_Work to be completed_
Among the entries, which lines carry the string "canvas"? Copy every one.

_Available records_
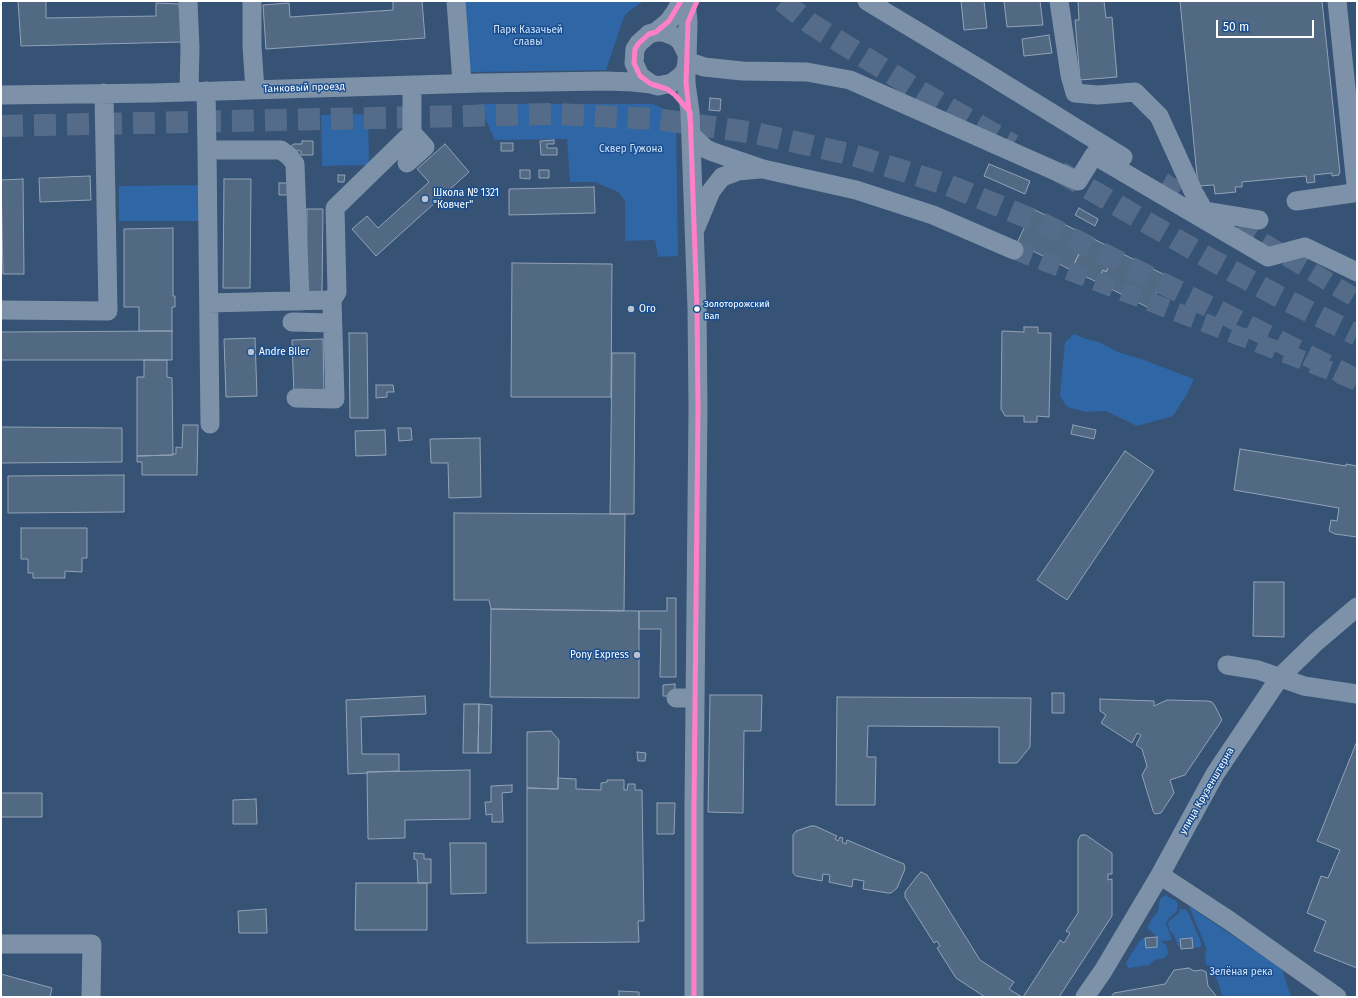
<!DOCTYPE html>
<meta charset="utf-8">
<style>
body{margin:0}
#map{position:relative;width:1358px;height:998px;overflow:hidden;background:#365274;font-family:"Fira Sans",sans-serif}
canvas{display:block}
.frame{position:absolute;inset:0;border:2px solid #fff;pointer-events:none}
.scale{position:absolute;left:1216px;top:20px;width:98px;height:18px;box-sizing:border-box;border:2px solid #fff;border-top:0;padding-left:5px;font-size:12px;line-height:14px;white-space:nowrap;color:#fff;-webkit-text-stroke:3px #1b4f8f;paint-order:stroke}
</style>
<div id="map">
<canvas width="1358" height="998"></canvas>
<div class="frame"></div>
<div class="scale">50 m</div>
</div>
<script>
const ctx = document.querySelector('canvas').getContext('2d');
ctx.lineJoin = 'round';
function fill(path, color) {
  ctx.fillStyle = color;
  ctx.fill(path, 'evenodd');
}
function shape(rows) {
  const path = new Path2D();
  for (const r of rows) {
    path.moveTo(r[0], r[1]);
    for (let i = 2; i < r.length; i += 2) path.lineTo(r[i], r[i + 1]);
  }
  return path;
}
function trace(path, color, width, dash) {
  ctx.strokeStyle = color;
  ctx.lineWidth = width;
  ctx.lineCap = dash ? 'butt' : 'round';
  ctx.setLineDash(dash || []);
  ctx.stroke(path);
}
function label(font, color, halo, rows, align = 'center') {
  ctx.font = font + ' "Fira Sans",sans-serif';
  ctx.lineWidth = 3;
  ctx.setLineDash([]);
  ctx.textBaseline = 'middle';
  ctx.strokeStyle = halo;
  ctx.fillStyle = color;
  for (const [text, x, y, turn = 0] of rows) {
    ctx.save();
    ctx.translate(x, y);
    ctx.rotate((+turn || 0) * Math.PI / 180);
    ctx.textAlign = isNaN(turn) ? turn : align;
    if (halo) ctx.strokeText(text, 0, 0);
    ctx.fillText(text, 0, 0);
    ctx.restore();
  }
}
const green = shape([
 [465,1,644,1,629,11,624,17,606,70,472,72,469,68],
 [478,104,653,104,664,109,671,115,676,122,678,256,658,257,655,240,625,241,625,201,618,192,595,182,570,182,567,139,495,140],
 [368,114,369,165,322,166,321,115],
 [203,185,203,221,119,221,119,186],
 [1074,334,1086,339,1099,342,1118,352,1144,360,1194,379,1187,394,1173,416,1137,426,1106,411,1086,412,1067,407,1060,396,1065,342],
 [1165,895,1176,901,1178,904,1177,911,1169,918,1166,923,1172,940,1161,941,1167,946,1168,954,1165,958,1155,960,1149,965,1129,968,1126,965,1127,961,1141,939,1145,938,1146,948,1157,947,1157,937,1148,929,1148,927,1152,918,1158,912,1160,899],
 [1189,906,1282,969,1291,997,1223,997,1212,966,1206,965,1205,951,1207,950],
 [1180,909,1185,909,1188,912,1201,942,1201,947,1193,948,1192,938,1180,939,1181,946,1178,946,1174,935,1170,931,1168,923,1169,921,1178,914]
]);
const building = shape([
 [18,1,46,1,46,18,156,16,156,3,179,4,182,42,21,46,18,1],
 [393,1,422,1,425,38,266,49,263,5,289,3,290,17,393,10,393,1],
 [961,1,984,1,987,28,964,30,961,1],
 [1004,1,1040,1,1043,25,1007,27,1004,1],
 [1078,1,1104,1,1106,18,1112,17,1117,77,1080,80,1075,20,1079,20,1078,1],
 [1180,1,1322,1,1340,173,1339,173,1339,175,1332,176,1332,173,1314,175,1315,182,1307,183,1306,176,1242,182,1242,187,1235,187,1236,192,1215,194,1214,185,1198,186,1180,1],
 [1049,35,1052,53,1024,56,1022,39,1049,35],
 [710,98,721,99,720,111,709,110,710,98],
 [554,140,554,144,547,144,547,148,557,148,557,155,541,155,540,141,554,140],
 [302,141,313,141,313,155,301,155,301,151,293,150,291,146,294,144,302,144,302,141],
 [501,143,513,143,513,151,501,151,501,143],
 [445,144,469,172,376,256,352,229,367,216,378,228,429,182,417,169,445,144],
 [989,164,1030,181,1025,194,984,176,989,164],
 [520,170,530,170,530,179,520,178,520,170],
 [539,170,549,170,549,178,539,178,539,170],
 [338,175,345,175,344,182,338,182,338,175],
 [90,176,91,200,40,202,39,178,90,176],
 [23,179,24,274,3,274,1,180,23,179],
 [224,179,251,179,250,288,223,288,224,179],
 [279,183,290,183,290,195,279,195,279,183],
 [594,187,595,213,509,215,509,189,594,187],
 [1079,208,1098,219,1095,226,1075,215,1079,208],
 [307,209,323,209,322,292,306,292,307,209],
 [1033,209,1088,236,1071,270,1017,243,1033,209],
 [173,228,173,296,175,296,175,307,172,307,172,331,139,331,139,307,124,307,124,229,173,228],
 [1088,236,1117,251,1106,272,1103,270,1097,282,1071,270,1088,236],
 [1117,251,1165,275,1149,308,1097,282,1103,270,1106,272,1117,251],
 [512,263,612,264,611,397,511,397,512,263],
 [1024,327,1038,327,1038,333,1051,333,1049,417,1037,416,1037,422,1024,422,1024,416,1005,416,1001,409,1002,331,1024,332,1024,327],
 [172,331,172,360,1,360,1,332,172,331],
 [349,333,367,333,368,418,350,418,349,333],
 [255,338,257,396,226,397,224,339,255,338],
 [323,339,324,395,294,396,292,340,323,339],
 [612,353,635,353,634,514,610,514,612,353],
 [144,360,167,360,167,377,172,378,173,455,137,456,137,377,144,377,144,360],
 [376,385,393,385,394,392,387,392,387,397,376,398,376,385],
 [183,425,198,425,197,475,142,475,142,462,137,462,137,456,173,455,172,454,176,454,176,447,182,448,183,425],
 [1073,425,1096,430,1094,439,1071,434,1073,425],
 [1,427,122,428,122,462,1,463,1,427],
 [398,428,411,428,412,440,399,441,398,428],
 [385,430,386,455,356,456,355,431,385,430],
 [480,438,481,497,449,498,448,463,431,463,430,439,480,438],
 [1240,449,1346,466,1346,464,1357,466,1357,537,1335,534,1329,531,1331,520,1337,521,1339,508,1234,490,1240,449],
 [1125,451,1154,471,1067,600,1037,580,1125,451],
 [124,475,124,512,8,513,8,476,124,475],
 [454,513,625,514,624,611,491,609,489,600,454,600,454,513],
 [21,528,87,528,87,558,82,558,82,572,65,571,65,578,33,578,33,573,28,573,28,559,21,559,21,528],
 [1254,582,1284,582,1284,637,1253,636,1254,582],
 [667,598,676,598,676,677,660,677,661,629,639,629,639,611,667,611,667,598],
 [491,609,639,611,639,698,490,697,491,609],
 [675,684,675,696,663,696,663,685,675,684],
 [1052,693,1064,693,1064,713,1052,713,1052,693],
 [710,695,762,695,761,731,744,731,743,813,708,812,710,695],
 [425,696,426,714,361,717,362,754,399,754,399,771,367,772,368,773,348,774,346,700,425,696],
 [837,697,1031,698,1030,747,1017,763,999,763,999,727,868,726,867,757,876,757,875,805,836,805,837,697],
 [1100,699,1154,701,1154,706,1167,700,1208,701,1212,702,1215,706,1222,720,1185,775,1170,780,1174,793,1161,813,1155,814,1153,811,1142,775,1147,766,1142,749,1136,745,1141,735,1137,733,1132,743,1101,723,1106,715,1100,711,1100,699],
 [464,704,479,704,478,753,463,753,464,704],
 [479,704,492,705,491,753,478,753,479,704],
 [551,731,559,740,558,789,527,788,527,732,551,731],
 [1357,741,1357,968,1314,951,1326,921,1307,913,1321,876,1328,878,1340,850,1317,841,1357,741],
 [637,752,646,753,645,761,638,761,637,752],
 [470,770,470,819,405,820,405,838,368,839,367,772,470,770],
 [558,778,576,779,576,789,601,790,601,783,607,782,607,780,624,780,624,790,627,790,628,784,635,784,635,790,642,790,644,921,638,921,639,942,527,943,527,788,558,789,558,778],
 [512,785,512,792,502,793,503,822,492,822,492,814,486,815,485,802,491,802,491,786,512,785],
 [1,793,42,793,42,817,1,817,1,793],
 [256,799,257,824,233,824,233,800,256,799],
 [657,803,675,803,674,834,657,834,657,803],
 [811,826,815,826,837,836,835,839,838,841,840,837,843,838,842,842,846,844,847,840,904,864,905,869,897,888,891,893,888,893,863,889,864,881,853,879,852,887,829,882,830,875,823,874,822,881,796,876,793,873,793,835,796,831,811,826],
 [1082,835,1086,835,1112,853,1112,874,1108,874,1108,880,1112,879,1112,916,1059,997,1023,997,1060,940,1064,943,1070,933,1066,931,1078,913,1078,841,1080,836,1082,835],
 [450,843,486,843,486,893,451,894,450,843],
 [414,853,424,854,424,859,431,859,431,883,418,883,417,860,414,859,414,853],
 [921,872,927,875,980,960,1014,982,1009,989,1022,997,985,997,956,978,937,948,940,946,937,941,934,943,905,897,905,892,918,875,921,872],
 [356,883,427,883,427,930,355,930,356,883],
 [266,909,267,933,239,933,238,911,266,909],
 [1157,937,1157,947,1146,948,1145,938,1157,937],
 [1192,938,1193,948,1181,949,1180,939,1192,938],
 [1189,968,1194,971,1202,970,1206,972,1208,986,1217,997,1111,997,1114,993,1165,984,1174,970,1189,968],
 [1,974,52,988,50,997,1,997,1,974],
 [619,991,639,992,639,997,619,997,619,991]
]);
const minorTunnel = shape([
 [1163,182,1357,299],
 [1014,250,1357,381]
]);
const majorTunnel = shape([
 [782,1,811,24,921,92,1013,145],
 [1,126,556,114,656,119,755,133,853,155,948,185,1041,223,1357,380],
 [1060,172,1210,259,1278,296,1357,335]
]);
const minor = shape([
 [188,1,190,48,189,92],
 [252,1,252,46,255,90],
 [456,1,462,83],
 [686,1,688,22,687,61,686,68,683,74,672,83,658,86,651,84,640,76,634,63,635,49,639,43,649,34,656,32,663,32,676,37,681,42,687,54],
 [867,1,985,72,1123,157],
 [1059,1,1070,75,1075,93,1098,95,1135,92,1159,116,1193,191,1204,211,1259,220],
 [656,32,669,21,676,11,681,1],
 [687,61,704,67,742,71,807,72,850,80,1078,181,1094,155,1268,257,1305,247,1357,272],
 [686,68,686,83,690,112,697,309,698,408,694,804,694,997],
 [206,91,207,150,281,150,290,157,295,164,300,301],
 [1,95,152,93,481,83,606,81,633,82,651,84],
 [691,135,706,149,713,152,763,169,856,190,933,215,1014,250],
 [207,150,210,424],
 [407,163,425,147,412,133],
 [1296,201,1353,193,1356,185,1337,1],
 [696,227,711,191,722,177,738,171,760,169],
 [209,303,332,300,337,292,335,208,412,133,412,85],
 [1,310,108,311,104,93],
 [292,322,332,323],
 [296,398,335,399,332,300],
 [1227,665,1258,670,1304,686,1357,694],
 [676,698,695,698],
 [1160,875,1230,921,1337,997],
 [1,944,92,944,91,997],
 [1085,997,1103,971,1160,875,1215,774,1280,677,1316,642,1357,607]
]);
const bus1 = shape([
 [681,1,669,21,656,32,649,34,639,43,635,49,634,63,640,76,651,84,667,89,675,95,690,112,697,309,698,408,694,804,694,997],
 [691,129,686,83,688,22,697,1]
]);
const markers = [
 [425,199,4,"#b9c2ce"],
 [631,309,4,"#b9c2ce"],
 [697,309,3.5,"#fff"],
 [251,352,4,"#b9c2ce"],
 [637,655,4,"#b9c2ce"]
];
const busNames = [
 ["Золоторожский",704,304],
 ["Вал",704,316]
];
const parkNames = [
 ["Парк Казачьей",528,30],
 ["славы",528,42],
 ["Сквер Гужона",631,149],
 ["Зелёная река",1241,972]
];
const streetNames = [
 ["Танковый проезд",304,88,-2],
 ["улица Крузенштерна",1207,791,-60]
];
const poiNames = [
 ["Школа № 1321",433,193],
 ["\"Ковчег\"",433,205],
 ["Ого",639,309],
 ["Andre Biler",259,352],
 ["Pony Express",629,655,"right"]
];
fill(green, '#2f66a5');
fill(building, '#526984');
trace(building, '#92a2b6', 1);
trace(minorTunnel, '#546c89', 19, [19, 10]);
trace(majorTunnel, '#546c89', 22, [22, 11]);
trace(minor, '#7d92a8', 19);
trace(bus1, '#ff80c6', 5);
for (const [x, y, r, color] of markers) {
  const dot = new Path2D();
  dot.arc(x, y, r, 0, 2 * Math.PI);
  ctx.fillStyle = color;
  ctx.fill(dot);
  trace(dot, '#1b4f8f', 1.5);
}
label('9px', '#fff', '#1b4f8f', busNames, 'left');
label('10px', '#cfe3fa', '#1b4f8f', parkNames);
label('10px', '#fff', '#1b4f8f', streetNames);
label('10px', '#fff', '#1b4f8f', poiNames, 'left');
</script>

_Result_
canvas{display:block}
<canvas width="1358" height="998"></canvas>
const ctx = document.querySelector('canvas').getContext('2d');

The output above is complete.